WHAT IS BEING ASKED – Recreate the entire listing that appears below, exactly.

□ □ □ □ □

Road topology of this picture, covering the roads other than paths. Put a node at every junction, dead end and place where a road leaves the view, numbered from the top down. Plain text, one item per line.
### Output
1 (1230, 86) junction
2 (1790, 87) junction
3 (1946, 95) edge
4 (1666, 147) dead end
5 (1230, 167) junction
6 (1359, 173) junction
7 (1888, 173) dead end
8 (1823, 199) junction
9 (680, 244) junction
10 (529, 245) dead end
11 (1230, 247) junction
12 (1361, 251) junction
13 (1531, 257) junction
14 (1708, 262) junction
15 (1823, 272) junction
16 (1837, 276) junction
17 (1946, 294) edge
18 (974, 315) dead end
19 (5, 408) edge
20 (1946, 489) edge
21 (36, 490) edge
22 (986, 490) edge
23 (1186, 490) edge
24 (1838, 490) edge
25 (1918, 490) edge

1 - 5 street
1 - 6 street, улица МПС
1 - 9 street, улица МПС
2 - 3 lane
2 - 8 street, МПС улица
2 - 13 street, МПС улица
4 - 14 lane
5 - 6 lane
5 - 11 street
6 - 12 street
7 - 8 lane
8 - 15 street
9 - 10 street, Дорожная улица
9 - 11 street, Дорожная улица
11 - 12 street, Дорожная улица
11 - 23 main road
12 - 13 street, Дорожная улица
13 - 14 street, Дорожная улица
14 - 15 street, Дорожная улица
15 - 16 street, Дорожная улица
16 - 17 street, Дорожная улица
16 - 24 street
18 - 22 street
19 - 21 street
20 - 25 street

□ □ □ □ □

ANSWER TO THIS EXERCISE –
Road topology of this picture, covering the roads other than paths. Put a node at every junction, dead end and place where a road leaves the view, numbered from the top down. Plain text, one item per line.
### Output
1 (1230, 86) junction
2 (1790, 87) junction
3 (1946, 95) edge
4 (1666, 147) dead end
5 (1230, 167) junction
6 (1359, 173) junction
7 (1888, 173) dead end
8 (1823, 199) junction
9 (680, 244) junction
10 (529, 245) dead end
11 (1230, 247) junction
12 (1361, 251) junction
13 (1531, 257) junction
14 (1708, 262) junction
15 (1823, 272) junction
16 (1837, 276) junction
17 (1946, 294) edge
18 (974, 315) dead end
19 (5, 408) edge
20 (1946, 489) edge
21 (36, 490) edge
22 (986, 490) edge
23 (1186, 490) edge
24 (1838, 490) edge
25 (1918, 490) edge

1 - 5 street
1 - 6 street, улица МПС
1 - 9 street, улица МПС
2 - 3 lane
2 - 8 street, МПС улица
2 - 13 street, МПС улица
4 - 14 lane
5 - 6 lane
5 - 11 street
6 - 12 street
7 - 8 lane
8 - 15 street
9 - 10 street, Дорожная улица
9 - 11 street, Дорожная улица
11 - 12 street, Дорожная улица
11 - 23 main road
12 - 13 street, Дорожная улица
13 - 14 street, Дорожная улица
14 - 15 street, Дорожная улица
15 - 16 street, Дорожная улица
16 - 17 street, Дорожная улица
16 - 24 street
18 - 22 street
19 - 21 street
20 - 25 street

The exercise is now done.